S’il devait raconter une histoire de pêche, on ne doute pas un instant que Fabien Cloutier en beurrerait épais. Dans la peau du personnage du « chum à Chabot », créé pour sa pièce Scotstown il y a longtemps maintenant, il agrémenterait sans doute son récit de propos salaces, de sacres et d’expressions colorées. Exactement le contraire de ce qu’il fait dans Prendre le bois.

La série documentaire qu’il coréalise avec Émile David en raconte, des histoires de chasse et de pêche. Pas tant pour vanter les exploits des adeptes qui se confient à l’animateur, mais pour connaître leurs motivations profondes. « On avait envie de mettre la lumière sur des gens qu’on voit moins et qui ont un rythme très en phase avec la nature », explique Fabien Cloutier, parlant de son coréalisateur et lui.

« Émile et moi, on chasse et on pêche.

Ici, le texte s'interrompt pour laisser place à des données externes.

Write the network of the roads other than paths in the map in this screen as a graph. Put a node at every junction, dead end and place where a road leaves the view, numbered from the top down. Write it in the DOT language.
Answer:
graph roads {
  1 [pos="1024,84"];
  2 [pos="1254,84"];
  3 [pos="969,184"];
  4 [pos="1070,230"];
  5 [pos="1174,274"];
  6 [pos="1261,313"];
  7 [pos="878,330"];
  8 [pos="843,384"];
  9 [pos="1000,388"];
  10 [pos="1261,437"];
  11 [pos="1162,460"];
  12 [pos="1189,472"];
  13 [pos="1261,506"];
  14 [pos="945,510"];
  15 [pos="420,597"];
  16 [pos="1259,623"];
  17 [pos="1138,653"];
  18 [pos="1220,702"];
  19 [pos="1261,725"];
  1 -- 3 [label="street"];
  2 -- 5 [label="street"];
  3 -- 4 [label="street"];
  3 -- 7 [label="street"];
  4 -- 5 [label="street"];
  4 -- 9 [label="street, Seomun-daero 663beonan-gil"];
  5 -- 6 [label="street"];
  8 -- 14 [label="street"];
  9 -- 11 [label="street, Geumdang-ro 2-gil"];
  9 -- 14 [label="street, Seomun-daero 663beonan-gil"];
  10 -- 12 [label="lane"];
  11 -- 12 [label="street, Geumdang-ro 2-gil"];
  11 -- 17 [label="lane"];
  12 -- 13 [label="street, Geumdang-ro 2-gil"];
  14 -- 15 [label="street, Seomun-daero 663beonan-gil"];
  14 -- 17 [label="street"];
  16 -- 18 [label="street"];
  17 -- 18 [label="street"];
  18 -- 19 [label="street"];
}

On regarde des émissions de chasse et de pêche, poursuit-il, mais quand tu jases avec des chasseurs et des pêcheurs, ils disent tous que la récolte, ce n’est pas le plus important. Ce qui compte, c’est ce que tu vis, les gens que tu rencontres et c’est justement le bout qu’on ne voit presque jamais dans ces émissions-là. »

On s’est dit : là où d’autres éteignent le kodak, nous, on va le laisser allumé.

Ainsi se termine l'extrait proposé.